CI codecov Python 3.10+ License: MIT

A modern, thread-safe stopwatch library for Python.

Why ticko?

  • Thread-safe by design - Use confidently in concurrent applications
  • Type-safe - Full type hints for excellent IDE support
  • Zero dependencies - Pure Python, no external requirements
  • Flexible API - Context managers, decorators, or manual control
  • Well-tested - Comprehensive test coverage

Installation

pip install ticko

Quick Start

from ticko import Stopwatch

# Basic usage
with Stopwatch() as sw:
    # Your code here
    pass

print(f"Elapsed: {sw.time_elapsed:.2f}s")
from ticko import stopwatch

# Decorator for function timing
@stopwatch
def process_data():
    # Your code here
    pass

process_data()  # Prints execution time to stdout by default

Core Features

Context Managers

with Stopwatch() as sw:
    # ... your code ...
    pass

print(f"Elapsed: {sw.time_elapsed:.3f}s")

The context manager starts timing on entry and stops on exit. If the block raises an exception, the original exception is preserved.

Manual Control

sw = Stopwatch()
sw.start()
# ... your code ...
elapsed = sw.stop()

Pause and Resume

sw = Stopwatch()
sw.start()

# ... active work ...
sw.pause()
# ... waiting or setup that should not count ...
sw.resume()
# ... more active work ...

elapsed = sw.stop()

Paused intervals are excluded from time_elapsed. Use is_paused to check for the paused state. Calling stop() while paused finalizes the stopwatch with the elapsed time frozen at pause().

Lap Timing

sw = Stopwatch()
sw.start()

# Record multiple laps
lap1 = sw.lap()
lap2 = sw.lap()

elapsed = sw.stop()

The full history of recorded lap durations is available through the laps property, which returns an immutable tuple in recording order. Each lap() appends the duration since the previous lap (or since start() for the first one), and stop() appends the final segment from the last lap (or from start() if none) to the stop time. The durations therefore sum to time_elapsed. The tuple is empty until the first lap() or stop() records a duration, so a start() -> stop() with no lap() in between yields a single duration equal to time_elapsed. start() and reset() clear the history.

sw = Stopwatch()
sw.start()
sw.lap()
sw.lap()
sw.stop()

print(sw.laps)  # Recorded lap durations, including the final stop segment

Decorator Timing

@stopwatch
def load_data() -> list[str]:
    return ["alpha", "beta", "gamma"]


load_data()

The decorator prints elapsed time to stdout by default. Pass exit_callback to send elapsed seconds to logging, metrics, stderr, or another destination.

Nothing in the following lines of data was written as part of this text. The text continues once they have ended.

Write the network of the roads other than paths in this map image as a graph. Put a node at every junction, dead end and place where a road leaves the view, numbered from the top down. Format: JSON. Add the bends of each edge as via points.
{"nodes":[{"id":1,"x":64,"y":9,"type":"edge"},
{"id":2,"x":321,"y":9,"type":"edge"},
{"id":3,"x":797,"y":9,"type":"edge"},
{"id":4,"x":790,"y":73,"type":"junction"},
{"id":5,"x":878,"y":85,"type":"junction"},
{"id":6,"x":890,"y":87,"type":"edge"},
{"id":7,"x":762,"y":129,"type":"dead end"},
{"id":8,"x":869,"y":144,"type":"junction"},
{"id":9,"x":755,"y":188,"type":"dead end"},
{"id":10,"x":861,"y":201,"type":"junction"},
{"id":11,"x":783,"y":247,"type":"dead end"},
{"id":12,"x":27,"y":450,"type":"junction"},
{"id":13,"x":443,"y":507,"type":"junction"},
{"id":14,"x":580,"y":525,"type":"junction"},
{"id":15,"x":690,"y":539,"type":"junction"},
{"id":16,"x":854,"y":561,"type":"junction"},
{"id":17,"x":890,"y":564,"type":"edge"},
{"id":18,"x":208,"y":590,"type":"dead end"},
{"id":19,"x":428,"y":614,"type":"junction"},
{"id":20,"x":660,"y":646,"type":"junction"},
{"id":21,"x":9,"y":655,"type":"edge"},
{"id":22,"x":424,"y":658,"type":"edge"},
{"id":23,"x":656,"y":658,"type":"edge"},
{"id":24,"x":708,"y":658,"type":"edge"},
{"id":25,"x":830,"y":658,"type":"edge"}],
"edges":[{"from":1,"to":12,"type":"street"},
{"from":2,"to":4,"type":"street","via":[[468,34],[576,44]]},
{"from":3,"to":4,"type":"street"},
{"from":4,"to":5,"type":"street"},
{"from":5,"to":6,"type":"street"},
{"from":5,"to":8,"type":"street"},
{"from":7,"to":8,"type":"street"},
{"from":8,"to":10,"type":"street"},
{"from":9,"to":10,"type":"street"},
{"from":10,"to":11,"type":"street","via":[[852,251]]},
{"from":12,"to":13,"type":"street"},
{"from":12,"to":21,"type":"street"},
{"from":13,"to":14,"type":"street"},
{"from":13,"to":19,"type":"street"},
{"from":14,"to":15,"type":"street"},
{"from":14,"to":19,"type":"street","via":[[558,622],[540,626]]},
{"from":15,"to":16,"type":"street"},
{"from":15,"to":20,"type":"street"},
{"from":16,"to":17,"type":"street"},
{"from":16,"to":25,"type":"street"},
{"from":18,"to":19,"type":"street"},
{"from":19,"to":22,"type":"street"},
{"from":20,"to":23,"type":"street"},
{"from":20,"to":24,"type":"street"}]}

Generator and async generator functions are timed during consumption, not object creation, and time spent between yielded values is excluded. For partially consumed async generators, fully consume the generator or call await generator.aclose() when elapsed time must be reported.

Custom Callbacks

Stopwatch and @stopwatch accept an exit_callback with the signature Callable[[float], None]. The callback receives elapsed seconds when timing finishes.

If the program uses stdout for structured data or piped output, pass exit_callback to route timing information elsewhere.

import sys


def report_time(elapsed: float) -> None:
    print(f"Execution took {elapsed:.3f}s", file=sys.stderr)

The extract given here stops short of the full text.